**WORK ORDER**
Line by line, please look for the word "Schnell" in the following records, then copy each line you find it in.

**GIVEN ENTRIES**
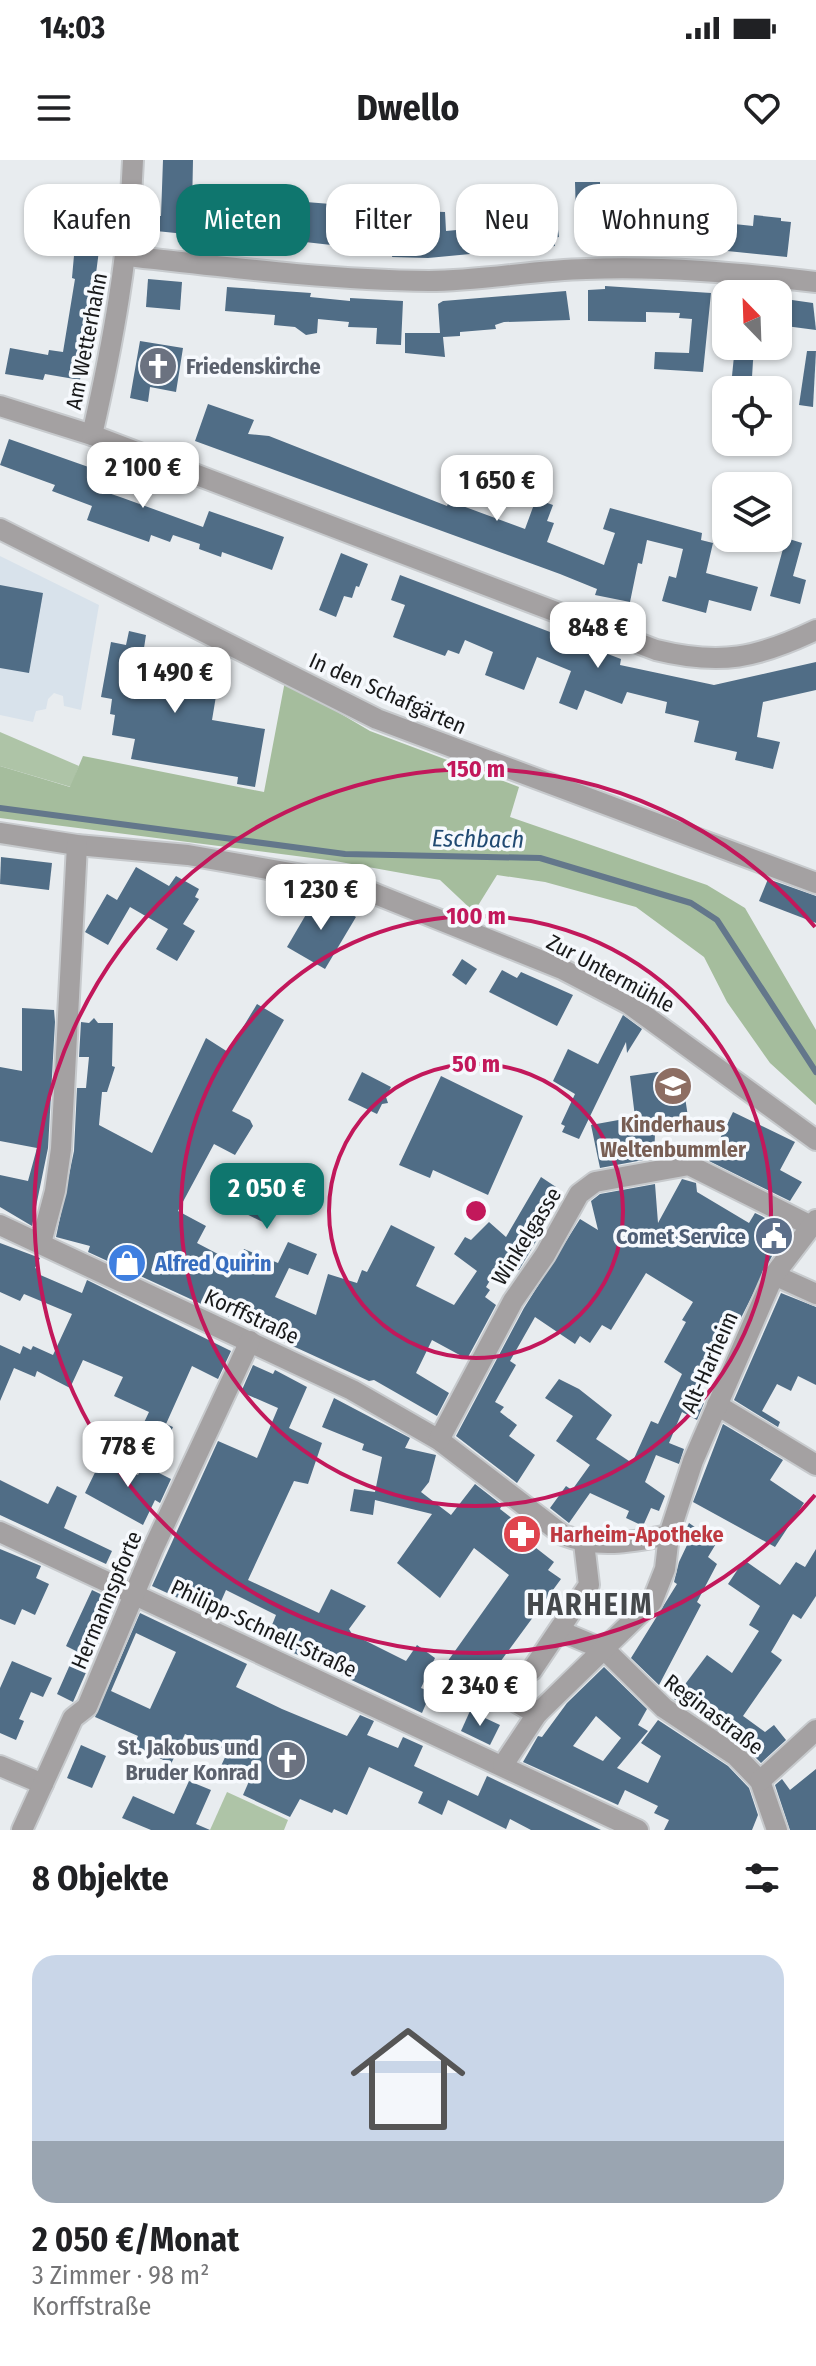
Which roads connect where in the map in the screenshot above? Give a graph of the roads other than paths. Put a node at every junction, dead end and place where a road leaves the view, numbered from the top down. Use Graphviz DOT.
graph roads {
  1 [pos="133,160"];
  2 [pos="132,184"];
  3 [pos="127,256"];
  4 [pos="816,282"];
  5 [pos="0,406"];
  6 [pos="92,435"];
  7 [pos="0,529"];
  8 [pos="816,630"];
  9 [pos="0,833"];
  10 [pos="77,845"];
  11 [pos="816,883"];
  12 [pos="816,1140"];
  13 [pos="814,1223"];
  14 [pos="0,1225"];
  15 [pos="41,1243"];
  16 [pos="774,1275"];
  17 [pos="816,1294"];
  18 [pos="250,1341"];
  19 [pos="717,1405"];
  20 [pos="439,1440"];
  21 [pos="816,1465"];
  22 [pos="0,1532"];
  23 [pos="669,1535"];
  24 [pos="584,1543"];
  25 [pos="136,1596"];
  26 [pos="560,1631"];
  27 [pos="605,1650"];
  28 [pos="537,1714"];
  29 [pos="816,1730"];
  30 [pos="503,1765"];
  31 [pos="0,1766"];
  32 [pos="760,1781"];
  33 [pos="43,1784"];
  34 [pos="22,1830"];
  35 [pos="638,1830"];
  36 [pos="777,1830"];
  1 -- 2 [label="street, Am Wetterhahn"];
  3 -- 4 [label="street"];
  3 -- 6 [label="street, Am Wetterhahn"];
  5 -- 6 [label="street"];
  6 -- 8 [label="street"];
  7 -- 11 [label="street, In den Schafgärten"];
  9 -- 10 [label="street, Zur Untermühle"];
  10 -- 12 [label="street, Zur Untermühle"];
  10 -- 15 [label="street"];
  13 -- 16 [label="street, Alt-Harheim"];
  13 -- 20 [label="street, Winkelgasse"];
  14 -- 15 [label="street, Korffstraße"];
  15 -- 18 [label="street, Korffstraße"];
  16 -- 17 [label="street"];
  16 -- 19 [label="street, Alt-Harheim"];
  18 -- 20 [label="street, Korffstraße"];
  18 -- 25 [label="street, Hermannspforte"];
  19 -- 21 [label="street"];
  19 -- 23 [label="street, Alt-Harheim"];
  20 -- 24 [label="street"];
  22 -- 25 [label="street, Philipp-Schnell-Straße"];
  23 -- 24 [label="street"];
  23 -- 27 [label="street, Alt-Harheim"];
  24 -- 26 [label="street"];
  25 -- 30 [label="street, Philipp-Schnell-Straße"];
  25 -- 33 [label="street, Hermannspforte"];
  26 -- 27 [label="street"];
  26 -- 28 [label="street"];
  27 -- 28 [label="street, Alt-Harheim"];
  27 -- 32 [label="street, Reginastraße"];
  28 -- 30 [label="street, Alt-Harheim"];
  29 -- 32 [label="street, Reginastraße"];
  30 -- 35 [label="street, Philipp-Schnell-Straße"];
  31 -- 33 [label="street"];
  32 -- 36 [label="street, Reginastraße"];
  33 -- 34 [label="street, Hermannspforte"];
}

**TASK ANSWER**
  22 -- 25 [label="street, Philipp-Schnell-Straße"];
  25 -- 30 [label="street, Philipp-Schnell-Straße"];
  30 -- 35 [label="street, Philipp-Schnell-Straße"];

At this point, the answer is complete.